I'm curious, though. I wonder if there would be any takers for a "large bag of dead woodlice"? You want it, I got it. It does make a rather pleasant rustling sound, it's true: maybe a deep-green substitute for maracas?

The Gift

1. To quote Wikipedia: "Bibliomania is not to be confused with bibliophilia, which is the (psychologically healthy) love of books, and as such is not considered a clinical psychological disorder." One bad habit that many of us could take a serious look at is the tendency to throw around the names of genuinely distressing mental disorders – things like OCD, bipolar, paranoia, and depression – to describe more-or-less healthy, everyday states. A person who likes a neat desk and to have order in their life does not therefore have OCD, for example. They are just annoying.

4 comments:

amolitor said...

My father was a classicist, retired from the research end of things in the 1970s, 1980s at the latest, but carried a gradually whittled down library of research books around with him for the rest of his life. He died in 2015, but now my stepmother is finally looking to move out of their place, and she requested that I come and "help sort of Dad's stuff" by which she meant "take quite a bit of Dad's stuff away" so I did that.
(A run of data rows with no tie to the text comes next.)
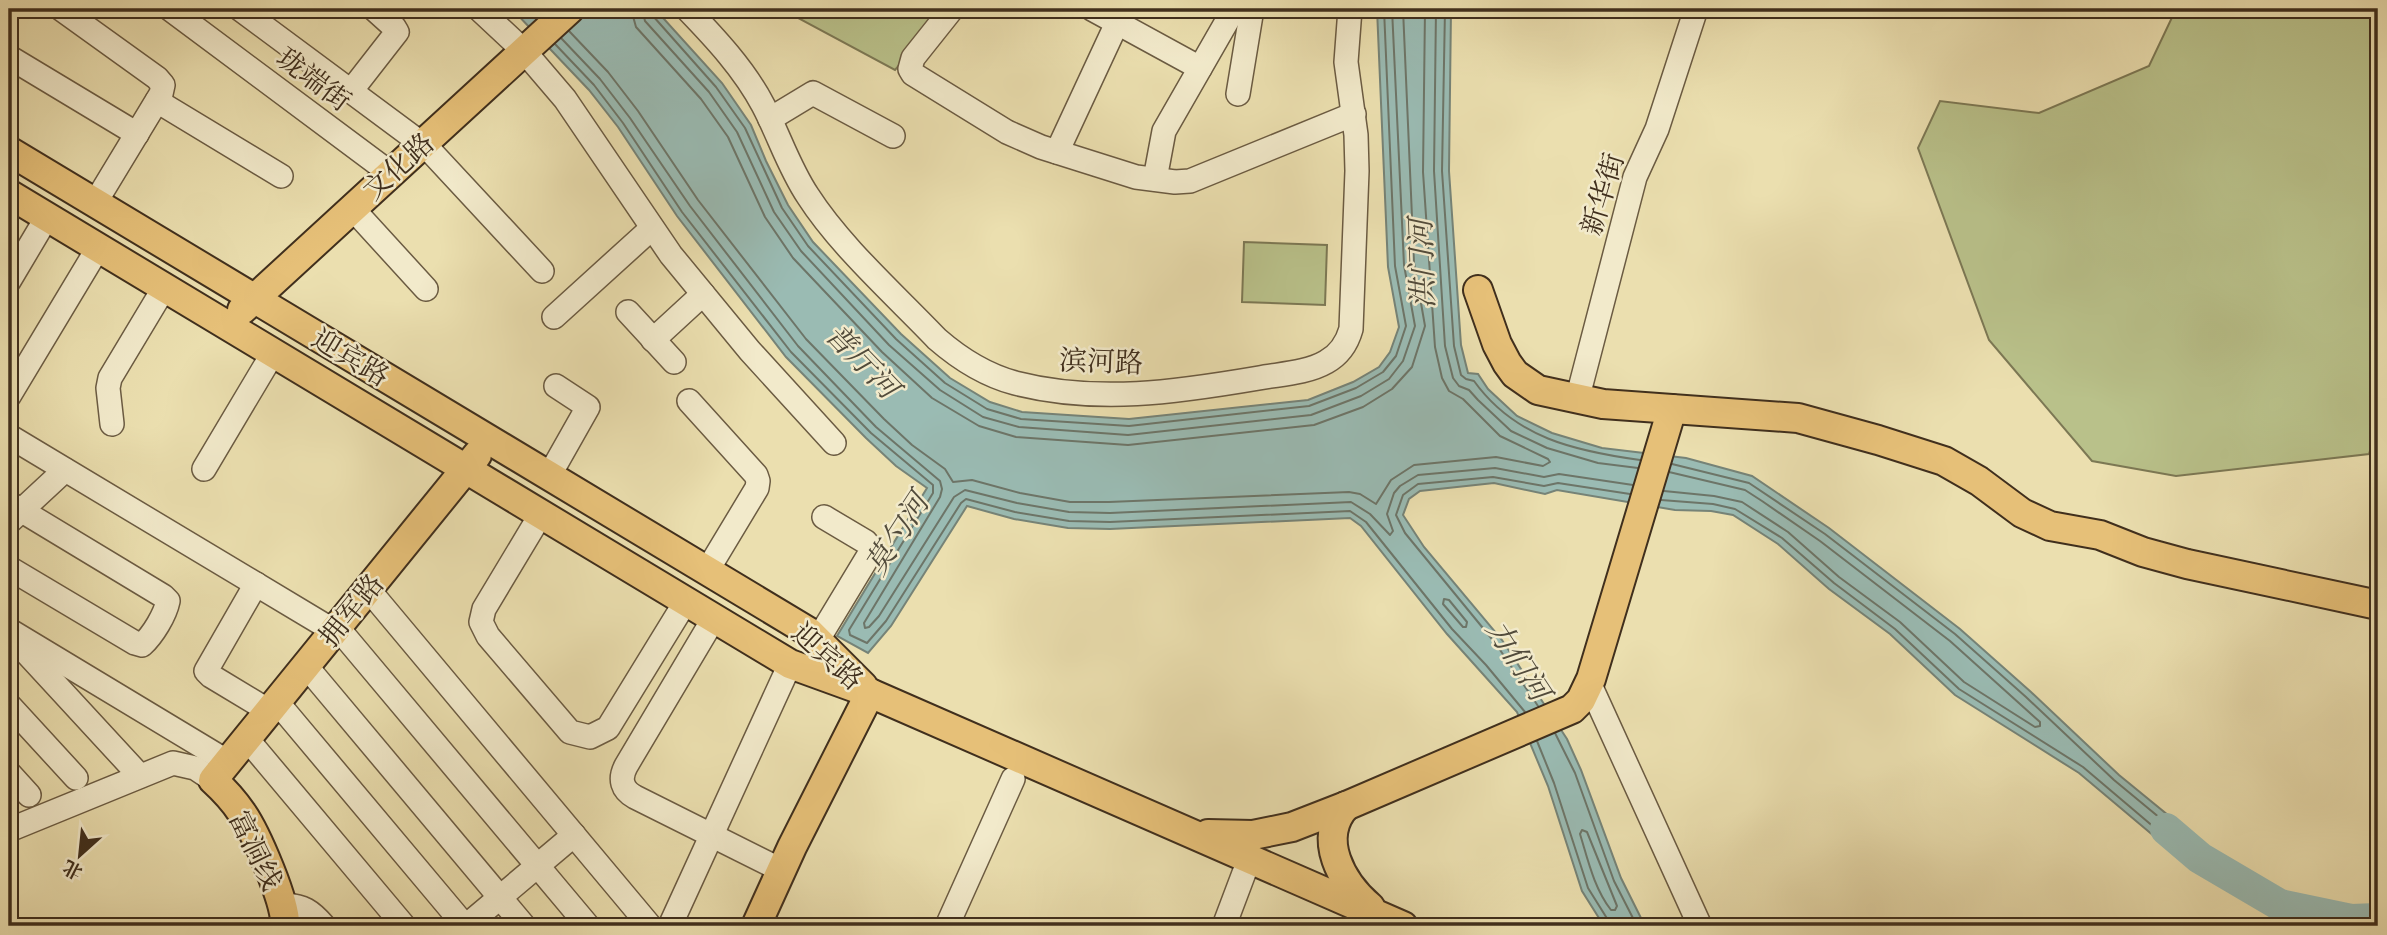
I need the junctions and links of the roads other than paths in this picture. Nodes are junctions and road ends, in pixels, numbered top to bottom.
1 (61, 9) edge
2 (170, 9) edge
3 (240, 9) edge
4 (373, 9) edge
5 (479, 9) edge
6 (570, 9) edge
7 (687, 9) edge
8 (952, 9) edge
9 (1092, 9) edge
10 (1234, 9) edge
11 (1252, 9) edge
12 (1350, 9) edge
13 (1696, 9) edge
14 (1118, 23) junction
15 (524, 51) junction
16 (9, 57) edge
17 (1200, 68) junction
18 (351, 91) junction
19 (1238, 94) dead end
20 (157, 101) junction
21 (1354, 114) junction
22 (770, 119) junction
23 (137, 134) junction
24 (893, 136) dead end
25 (423, 143) junction
26 (9, 151) edge
27 (1058, 152) junction
28 (390, 173) junction
29 (281, 176) dead end
30 (1155, 179) junction
31 (9, 194) edge
32 (95, 203) junction
33 (352, 208) junction
34 (47, 217) junction
35 (652, 228) junction
36 (98, 247) junction
37 (542, 271) dead end
38 (9, 281) edge
39 (164, 288) junction
40 (426, 289) dead end
41 (1478, 290) dead end
42 (703, 294) junction
43 (253, 298) junction
44 (628, 312) dead end
45 (554, 317) dead end
46 (230, 327) junction
47 (653, 340) junction
48 (273, 353) junction
49 (674, 362) dead end
50 (556, 386) dead end
51 (9, 396) edge
52 (1577, 400) junction
53 (689, 401) dead end
54 (1672, 409) junction
55 (112, 424) dead end
56 (9, 436) edge
57 (489, 440) junction
58 (834, 443) dead end
59 (204, 469) dead end
60 (466, 469) junction
61 (65, 470) junction
62 (549, 476) junction
63 (13, 512) edge
64 (541, 514) junction
65 (824, 517) dead end
66 (9, 568) edge
67 (707, 571) junction
68 (256, 584) junction
69 (368, 589) junction
70 (685, 601) junction
71 (2378, 605) edge
72 (714, 618) junction
73 (336, 629) junction
74 (9, 632) edge
75 (817, 641) junction
76 (790, 663) junction
77 (306, 666) junction
78 (1591, 687) dead end
79 (870, 693) junction
80 (9, 705) edge
81 (273, 706) junction
82 (612, 723) junction
83 (247, 739) junction
84 (635, 750) junction
85 (220, 771) junction
86 (9, 773) edge
87 (140, 776) junction
88 (76, 778) dead end
89 (1013, 779) dead end
90 (29, 795) dead end
91 (1346, 806) junction
92 (1309, 821) junction
93 (9, 830) edge
94 (1187, 832) junction
95 (1274, 832) junction
96 (574, 835) junction
97 (712, 835) junction
98 (1334, 848) junction
99 (537, 866) junction
100 (781, 870) junction
101 (1257, 871) junction
102 (1311, 886) junction
103 (500, 897) junction
104 (284, 916) edge
105 (1396, 923) edge
106 (324, 926) edge
107 (404, 926) edge
108 (466, 926) edge
109 (524, 926) edge
110 (588, 926) edge
111 (650, 926) edge
112 (670, 926) edge
113 (756, 926) edge
114 (947, 926) edge
115 (1224, 926) edge
116 (1700, 926) edge

1 - 20 street
2 - 28 street, 珑端街
3 - 18 street, 珑端街
4 - 18 street
5 - 15 street
6 - 15 main road, 文化路
7 - 22 street, 滨河路
8 - 27 street
9 - 14 street
10 - 17 street
11 - 19 street
12 - 21 street, 滨河路
13 - 52 street, 新华街
14 - 17 street
14 - 27 street
15 - 25 main road, 文化路
15 - 35 street
16 - 23 street
17 - 30 street
18 - 25 street, 珑端街
20 - 23 street
20 - 29 street
21 - 22 street, 滨河路
21 - 30 street
22 - 24 street
23 - 32 street
25 - 28 main road, 文化路
25 - 37 street, 珑端街
26 - 32 main road, 迎宾路
27 - 30 street
28 - 33 main road, 文化路
31 - 34 main road, 迎宾路
32 - 43 main road, 迎宾路
33 - 40 street
33 - 43 main road, 文化路
34 - 36 main road, 迎宾路
34 - 38 street
35 - 42 street
35 - 45 street
36 - 39 main road, 迎宾路
36 - 51 street
39 - 46 main road, 迎宾路
39 - 55 street
41 - 52 main road
42 - 47 street
42 - 58 street
43 - 46 main road, 文化路
43 - 57 main road, 迎宾路
44 - 47 street
46 - 48 main road, 迎宾路
47 - 49 street
48 - 59 street
48 - 60 main road, 迎宾路
50 - 62 street
52 - 54 main road
53 - 67 street
54 - 71 main road
54 - 91 main road
56 - 61 street
57 - 60 main road, 拥军路
57 - 62 main road, 迎宾路
60 - 64 main road, 迎宾路
60 - 69 main road, 拥军路
61 - 63 street
61 - 68 street
62 - 67 main road, 迎宾路
63 - 66 street
64 - 70 main road, 迎宾路
64 - 82 street
65 - 75 street
67 - 75 main road, 迎宾路
68 - 73 street
68 - 81 street
69 - 73 main road, 拥军路
69 - 96 street
70 - 72 main road, 迎宾路
70 - 82 street
72 - 76 main road, 迎宾路
72 - 84 street
73 - 77 main road, 拥军路
73 - 99 street
74 - 85 street
74 - 87 street
75 - 79 main road, 迎宾路
76 - 79 main road, 迎宾路
76 - 97 street
77 - 81 main road, 拥军路
77 - 103 street
78 - 116 street
79 - 94 main road
79 - 100 main road
80 - 88 street
81 - 83 main road, 拥军路
81 - 108 street
82 - 84 street
83 - 85 main road, 拥军路
83 - 107 street
84 - 97 street
85 - 87 street
85 - 104 main road, 富洞线
86 - 90 street
87 - 93 street
89 - 114 street
91 - 92 main road
91 - 98 main road
92 - 95 main road
92 - 98 main road
94 - 95 main road
94 - 101 main road
95 - 101 main road
96 - 99 street
96 - 111 street
97 - 100 street
97 - 112 street
98 - 102 main road
98 - 105 main road
99 - 103 street
99 - 110 street
100 - 113 main road
101 - 102 main road
101 - 115 street
102 - 105 main road
103 - 108 street
103 - 109 street
104 - 106 street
I distinctly recall a very modest collection of scholarly texts, but it turned out to be something like 30 feet of shelf, 10 boxes of extremely heavy books which are now (arrrg) in my basement.

If you know anyone who's like to start getting serious about a study of Aristophanes or Greek Fragments, I can probably hook them up.

I can't bear to just toss the whole heap into the recycling yet. Perhaps my children will have to be the ones to do it.

Mike C. said...

Oh God, tell me about it... I brought my entire legacy from my parents home in a single carrier bag -- there were just two books in there, as I recall -- but my partner's family were academics and clerics, both book-heavy professions, and we have added chunks of their massive and musty libraries to our already over-burdened house.

Lots were given away to a book dealer, who couldn't believe his luck, but there was plenty of allegedly "essential" stuff we had to keep. Mind you, amongst the treasures was a genuine Aldine edition of Lucretius (her grandfather's speciality) dated 1515, plus the Baskerville edition of 1772. If your father was a classicist, it would be worth having a careful look through: they tend to be bibliophiles, too!

Mike

amolitor said...

I am planning, albeit somewhat vaguely, to actually inventory the damned thing, and try to see if any libraries want any of it. I think *most* of it is just whatever a scholar of that sort would have had at that time, and therefore more or less common and/or outdated. There are a few items that looked a little less ordinary, and in any case one never knows.

Mike C. said...

Good idea (though much too much like being back at work for me...). The main "tell" to look out for is the binding: anything pre-19th century will have been custom bound. Beyond that, it can be instructive to check the current value of older books in abebooks.com.

A good inventory tool is www.librarything.com, plus there are various apps, but these mainly presume the presence of barcodes to scan.